Moulick Abhik Ghosh, Patel Rutika, Onyema Augustine, Loverde Sharon M
Department of Chemistry, College of Staten Island, City University of New York, 2800 Victory Blvd., 6S-238, Staten Island, NY 10314.
Ph.D. Program in Biochemistry, Graduate Center, City University of New York, 365 5th Ave, New York, NY 10016, United States.
bioRxiv. 2024 Nov 8:2024.11.05.622089. doi: 10.1101/2024.11.05.622089.

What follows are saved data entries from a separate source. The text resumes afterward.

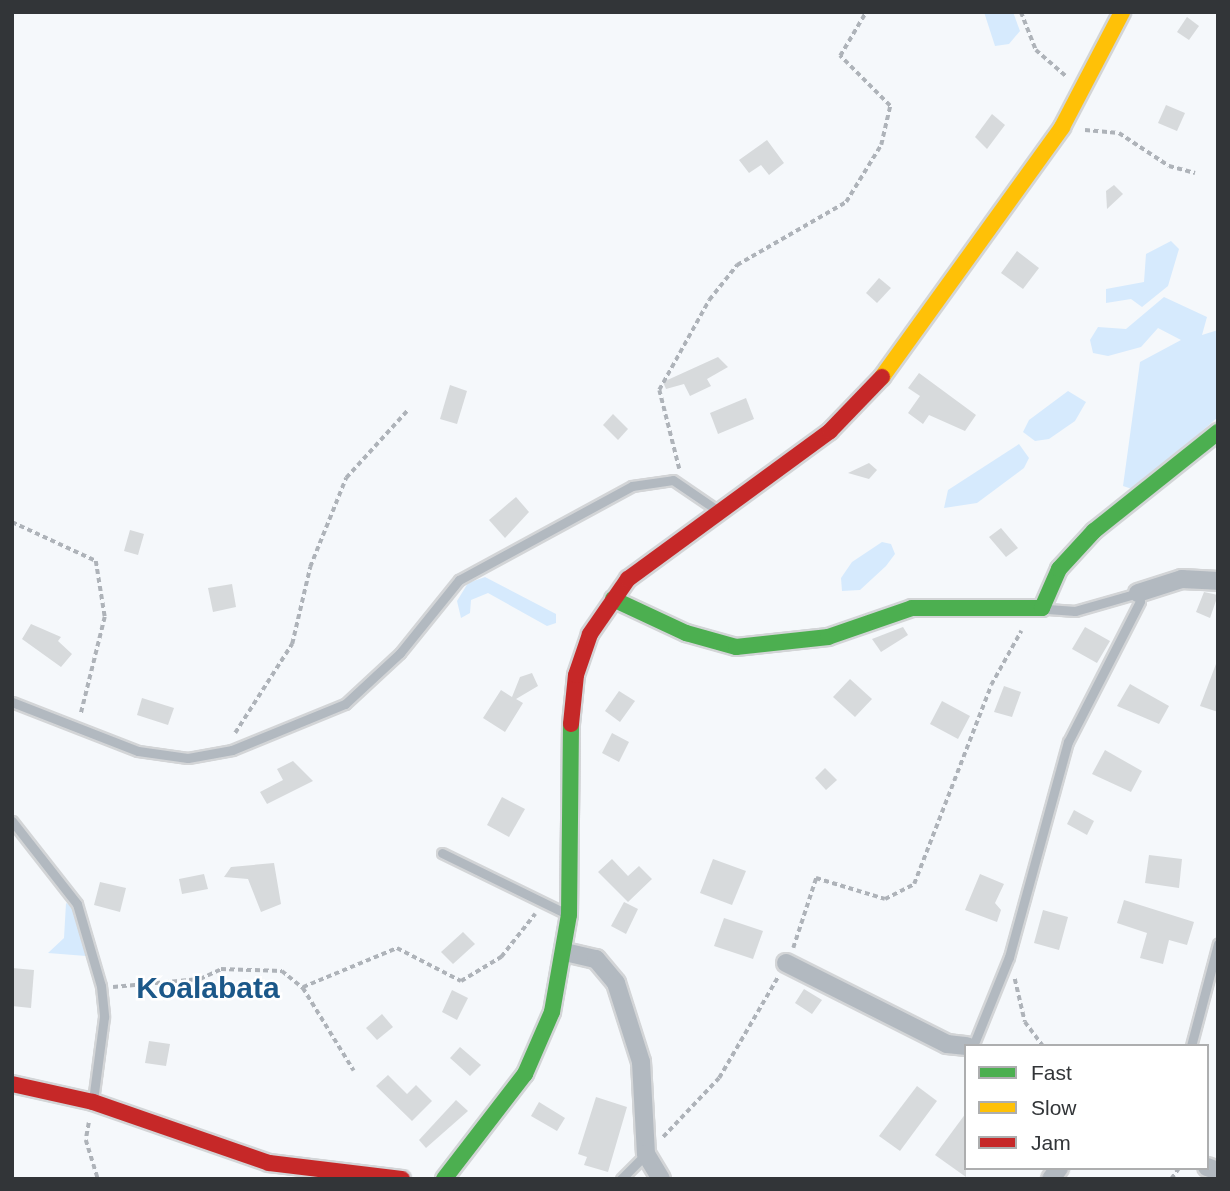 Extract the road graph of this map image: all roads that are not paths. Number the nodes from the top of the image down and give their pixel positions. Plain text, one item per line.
1 (1122, 12) edge
2 (1218, 432) edge
3 (718, 511) junction
4 (1218, 581) edge
5 (1138, 593) junction
6 (613, 599) junction
7 (1042, 608) junction
8 (12, 702) edge
9 (12, 821) edge
10 (442, 853) dead end
11 (569, 915) junction
12 (1218, 943) edge
13 (565, 952) junction
14 (786, 963) road end
15 (974, 1044) edge
16 (1192, 1044) edge
17 (964, 1046) edge
18 (12, 1084) edge
19 (93, 1101) junction
20 (646, 1154) junction
21 (402, 1179) edge
22 (444, 1179) edge
23 (621, 1179) edge
24 (661, 1179) edge

1 - 3 street
2 - 7 street
3 - 6 street
3 - 8 lane
4 - 5 street
5 - 7 lane
5 - 15 lane
6 - 7 street
6 - 11 street
9 - 19 lane
10 - 11 lane
11 - 13 street
12 - 16 lane
13 - 20 street
13 - 22 street
14 - 17 street
18 - 19 street
19 - 21 street
20 - 23 lane
20 - 24 street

This study investigates nucleosome dynamics using both all-atom and coarse-grained (CG) molecular dynamics simulations, focusing on the SIRAH force field. Simulations are performed for two nucleosomal DNA sequences-ASP and Widom-601-over six microseconds at physiological salt concentrations. Comparative analysis of structural parameters, such as groove widths and base pair geometries, reveals good agreement between atomistic and CG models, though CG simulations exhibit broader conformational sampling and greater breathing motion of DNA ends. Principal component analysis (PCA) is applied to DNA structural parameters, revealing multiple free energy minima, especially in CG simulations. These findings highlight the potential of the SIRAH CG force field for studying large-scale nucleosome dynamics, offering insights into DNA repositioning and sequence-dependent behavior.

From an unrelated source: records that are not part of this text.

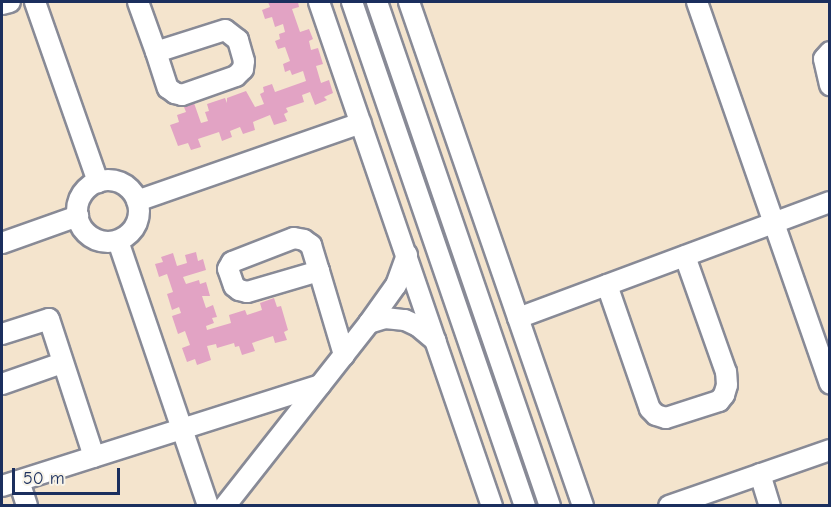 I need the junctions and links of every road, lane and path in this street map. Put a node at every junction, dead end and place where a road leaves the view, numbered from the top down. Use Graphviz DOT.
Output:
graph roads {
  1 [pos="10,2"];
  2 [pos="35,2"];
  3 [pos="138,2"];
  4 [pos="319,2"];
  5 [pos="352,2"];
  6 [pos="377,2"];
  7 [pos="409,2"];
  8 [pos="701,3"];
  9 [pos="2,4"];
  10 [pos="156,52"];
  11 [pos="830,52"];
  12 [pos="830,85"];
  13 [pos="361,123"];
  14 [pos="98,182"];
  15 [pos="137,201"];
  16 [pos="830,202"];
  17 [pos="78,216"];
  18 [pos="772,224"];
  19 [pos="118,241"];
  20 [pos="2,243"];
  21 [pos="407,255"];
  22 [pos="685,256"];
  23 [pos="319,271"];
  24 [pos="607,285"];
  25 [pos="518,318"];
  26 [pos="369,323"];
  27 [pos="2,334"];
  28 [pos="436,341"];
  29 [pos="344,355"];
  30 [pos="825,355"];
  31 [pos="62,363"];
  32 [pos="2,384"];
  33 [pos="830,384"];
  34 [pos="320,385"];
  35 [pos="182,429"];
  36 [pos="830,450"];
  37 [pos="94,457"];
  38 [pos="760,474"];
  39 [pos="10,483"];
  40 [pos="677,504"];
  41 [pos="27,506"];
  42 [pos="208,506"];
  43 [pos="225,506"];
  44 [pos="492,506"];
  45 [pos="525,506"];
  46 [pos="550,506"];
  47 [pos="583,506"];
  48 [pos="770,506"];
  1 -- 9 [label="street"];
  2 -- 14 [label="street"];
  3 -- 10 [label="street"];
  4 -- 13 [label="street"];
  5 -- 45 [label="street"];
  6 -- 46 [label="street"];
  7 -- 25 [label="street"];
  8 -- 18 [label="street"];
  11 -- 12 [label="street"];
  13 -- 15 [label="street"];
  13 -- 21 [label="street"];
  14 -- 15 [label="street"];
  14 -- 17 [label="street"];
  15 -- 19 [label="street"];
  16 -- 18 [label="street"];
  17 -- 19 [label="street"];
  17 -- 20 [label="street"];
  18 -- 22 [label="street"];
  18 -- 30 [label="street"];
  19 -- 35 [label="street"];
  21 -- 26 [label="street"];
  21 -- 28 [label="street"];
  22 -- 24 [label="street"];
  22 -- 24 [label="street"];
  23 -- 29 [label="street"];
  24 -- 25 [label="street"];
  25 -- 47 [label="street"];
  26 -- 28 [label="street"];
  26 -- 29 [label="street"];
  27 -- 31 [label="street"];
  28 -- 44 [label="street"];
  29 -- 34 [label="street"];
  30 -- 33 [label="street"];
  31 -- 32 [label="street"];
  31 -- 37 [label="street"];
  34 -- 35 [label="street"];
  34 -- 43 [label="street"];
  35 -- 37 [label="street"];
  35 -- 42 [label="street"];
  36 -- 38 [label="street"];
  37 -- 39 [label="street"];
  38 -- 40 [label="street"];
  38 -- 48 [label="street"];
  39 -- 41 [label="street"];
}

本研究使用全原子和粗粒度(CG)分子动力学模拟来研究核小体动力学,重点关注SIRAH力场。在生理盐浓度下,对两种核小体DNA序列——ASP和Widom-601——进行了超过六微秒的模拟。对结构参数(如沟宽和碱基对几何形状)的比较分析表明,原子模型和CG模型之间具有良好的一致性,尽管CG模拟显示出更广泛的构象采样和DNA末端更大的呼吸运动。主成分分析(PCA)应用于DNA结构参数,揭示了多个自由能最小值,特别是在CG模拟中。这些发现突出了SIRAH CG力场在研究大规模核小体动力学方面的潜力,为DNA重新定位和序列依赖性行为提供了见解。